# A master at work



## Tommy Tainant (Jul 24, 2019)

One of the great artists of the last century captured here on film. Its humbling to watch this gentleman at work.


----------



## RodISHI (Sep 7, 2019)

Tommy Tainant said:


> One of the great artists of the last century captured here on film. Its humbling to watch this gentleman at work.


Do you paint Tommy?


----------



## Tommy Tainant (Sep 8, 2019)

RodISHI said:


> Tommy Tainant said:
> 
> 
> > One of the great artists of the last century captured here on film. Its humbling to watch this gentleman at work.
> ...


Sadly not. Do you ?


----------



## xband (Sep 8, 2019)

Tommy Tainant said:


> RodISHI said:
> 
> 
> > Tommy Tainant said:
> ...



Recently, one more Mona Lisa has been found, which one is the original? Leonardo de Vinci was a prolific painter.


----------



## Tommy Tainant (Sep 8, 2019)

xband said:


> Tommy Tainant said:
> 
> 
> > RodISHI said:
> ...


Maybe they are both originals ?


----------



## xband (Sep 8, 2019)

Tommy Tainant said:


> xband said:
> 
> 
> > Tommy Tainant said:
> ...



True, but one had to come first.
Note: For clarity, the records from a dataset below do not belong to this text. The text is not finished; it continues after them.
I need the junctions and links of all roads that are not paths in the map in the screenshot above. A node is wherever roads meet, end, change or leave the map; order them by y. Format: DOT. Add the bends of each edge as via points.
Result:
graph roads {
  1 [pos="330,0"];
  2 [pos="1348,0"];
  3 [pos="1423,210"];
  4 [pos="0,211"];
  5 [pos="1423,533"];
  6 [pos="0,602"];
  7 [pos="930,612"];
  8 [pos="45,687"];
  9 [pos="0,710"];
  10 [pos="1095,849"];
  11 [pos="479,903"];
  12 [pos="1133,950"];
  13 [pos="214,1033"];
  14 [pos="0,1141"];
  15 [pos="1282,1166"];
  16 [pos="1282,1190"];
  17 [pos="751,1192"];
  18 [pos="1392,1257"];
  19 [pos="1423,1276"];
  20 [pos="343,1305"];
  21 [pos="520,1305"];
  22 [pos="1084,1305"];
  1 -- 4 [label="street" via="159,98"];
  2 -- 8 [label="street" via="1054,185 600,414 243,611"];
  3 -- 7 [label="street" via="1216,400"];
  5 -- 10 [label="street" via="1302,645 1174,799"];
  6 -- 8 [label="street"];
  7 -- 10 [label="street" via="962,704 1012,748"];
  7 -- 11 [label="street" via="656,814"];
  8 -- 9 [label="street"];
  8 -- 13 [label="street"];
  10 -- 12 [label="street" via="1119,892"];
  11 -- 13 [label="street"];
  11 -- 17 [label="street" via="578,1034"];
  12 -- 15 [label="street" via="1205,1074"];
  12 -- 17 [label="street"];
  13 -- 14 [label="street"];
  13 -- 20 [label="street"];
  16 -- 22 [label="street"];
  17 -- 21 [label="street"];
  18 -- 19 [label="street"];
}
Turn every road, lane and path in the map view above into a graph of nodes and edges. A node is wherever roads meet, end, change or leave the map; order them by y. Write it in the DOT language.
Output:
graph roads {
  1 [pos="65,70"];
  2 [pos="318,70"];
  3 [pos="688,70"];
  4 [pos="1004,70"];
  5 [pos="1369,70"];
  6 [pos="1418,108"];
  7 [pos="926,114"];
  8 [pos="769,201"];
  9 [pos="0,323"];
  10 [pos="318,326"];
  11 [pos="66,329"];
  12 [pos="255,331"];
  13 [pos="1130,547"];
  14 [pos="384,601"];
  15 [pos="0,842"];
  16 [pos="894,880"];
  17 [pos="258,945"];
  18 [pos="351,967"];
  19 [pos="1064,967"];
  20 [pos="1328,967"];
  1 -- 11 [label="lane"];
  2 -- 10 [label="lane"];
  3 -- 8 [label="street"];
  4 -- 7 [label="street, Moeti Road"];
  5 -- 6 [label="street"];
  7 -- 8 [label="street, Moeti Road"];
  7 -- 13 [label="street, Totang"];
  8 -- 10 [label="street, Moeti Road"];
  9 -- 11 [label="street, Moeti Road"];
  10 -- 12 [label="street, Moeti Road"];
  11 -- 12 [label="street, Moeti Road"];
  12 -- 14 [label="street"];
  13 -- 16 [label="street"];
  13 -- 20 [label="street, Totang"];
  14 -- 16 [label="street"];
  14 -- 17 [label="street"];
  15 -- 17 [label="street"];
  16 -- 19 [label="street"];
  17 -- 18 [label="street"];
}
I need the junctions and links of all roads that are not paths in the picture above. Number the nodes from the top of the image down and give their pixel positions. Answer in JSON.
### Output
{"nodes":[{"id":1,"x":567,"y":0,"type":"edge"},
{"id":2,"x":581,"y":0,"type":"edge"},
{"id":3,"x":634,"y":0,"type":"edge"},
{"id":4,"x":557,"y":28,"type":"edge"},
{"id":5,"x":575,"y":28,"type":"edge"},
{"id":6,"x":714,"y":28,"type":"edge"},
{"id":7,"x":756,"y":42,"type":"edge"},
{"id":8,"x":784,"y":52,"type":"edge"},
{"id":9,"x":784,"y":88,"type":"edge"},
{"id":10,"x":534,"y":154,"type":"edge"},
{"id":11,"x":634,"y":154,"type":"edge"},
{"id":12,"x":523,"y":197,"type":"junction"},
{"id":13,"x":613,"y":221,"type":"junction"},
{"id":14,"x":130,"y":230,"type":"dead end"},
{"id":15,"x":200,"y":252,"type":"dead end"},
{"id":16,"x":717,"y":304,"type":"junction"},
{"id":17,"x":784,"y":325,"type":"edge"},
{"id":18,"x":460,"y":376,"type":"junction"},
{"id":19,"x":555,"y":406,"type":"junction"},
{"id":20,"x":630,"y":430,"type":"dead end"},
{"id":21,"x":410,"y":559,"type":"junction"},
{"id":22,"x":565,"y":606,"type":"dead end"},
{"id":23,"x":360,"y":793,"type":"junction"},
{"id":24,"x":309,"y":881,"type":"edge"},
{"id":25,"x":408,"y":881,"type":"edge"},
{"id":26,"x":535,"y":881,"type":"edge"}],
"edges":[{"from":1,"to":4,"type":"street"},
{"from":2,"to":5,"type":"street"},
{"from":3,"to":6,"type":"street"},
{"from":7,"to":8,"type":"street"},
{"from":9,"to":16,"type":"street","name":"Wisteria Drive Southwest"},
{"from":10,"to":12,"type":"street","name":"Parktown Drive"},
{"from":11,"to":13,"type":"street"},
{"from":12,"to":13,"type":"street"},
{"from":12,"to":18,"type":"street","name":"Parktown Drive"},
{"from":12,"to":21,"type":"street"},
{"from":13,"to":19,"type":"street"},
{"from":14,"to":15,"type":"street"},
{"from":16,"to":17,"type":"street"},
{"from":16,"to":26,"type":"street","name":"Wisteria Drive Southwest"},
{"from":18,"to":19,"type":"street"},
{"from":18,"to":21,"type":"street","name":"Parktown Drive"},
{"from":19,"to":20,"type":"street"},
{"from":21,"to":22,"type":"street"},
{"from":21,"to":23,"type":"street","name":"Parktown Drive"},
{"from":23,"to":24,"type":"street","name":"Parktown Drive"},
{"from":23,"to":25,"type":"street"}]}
Use Carbon 14 dating.


----------



## Tommy Tainant (Sep 8, 2019)

xband said:


> Tommy Tainant said:
> 
> 
> > xband said:
> ...


https://edition.cnn.com/style/article/isleworth-mona-lisa/index.html

Fascinating story. 

I would let it go. We dont need to solve every mystery. Leave something to the imagination.


----------



## hjmick (Sep 8, 2019)

A master at work:



LOL


----------



## RodISHI (Sep 8, 2019)

Tommy Tainant said:


> RodISHI said:
> 
> 
> > Tommy Tainant said:
> ...


I haven't oil painted for years. Too many dogs and no dedicated Art studio for oil painting plus I just didn't have the time for many years while raising children and maintaining a fairly large business. Perhaps after Rod gets my shop done I will paint a bunch of empty canvases that have been around for years. I do still sculpt and do a few things in acrylics from time to time. I quenched my artistic nature by painting windows for holidays for years but health prevented that for some years. I'm hoping I can do that this year health permitting, We'll see when the holidays roll around.


----------



## RodISHI (Sep 8, 2019)

If we were farther south I'd like to try more cement sculpting where I didn't have to worry about paying a huge electric bill for the kiln, I could really get into this type work. I have done a few things but it gets way too cold here to invest too much time in outside projects.


----------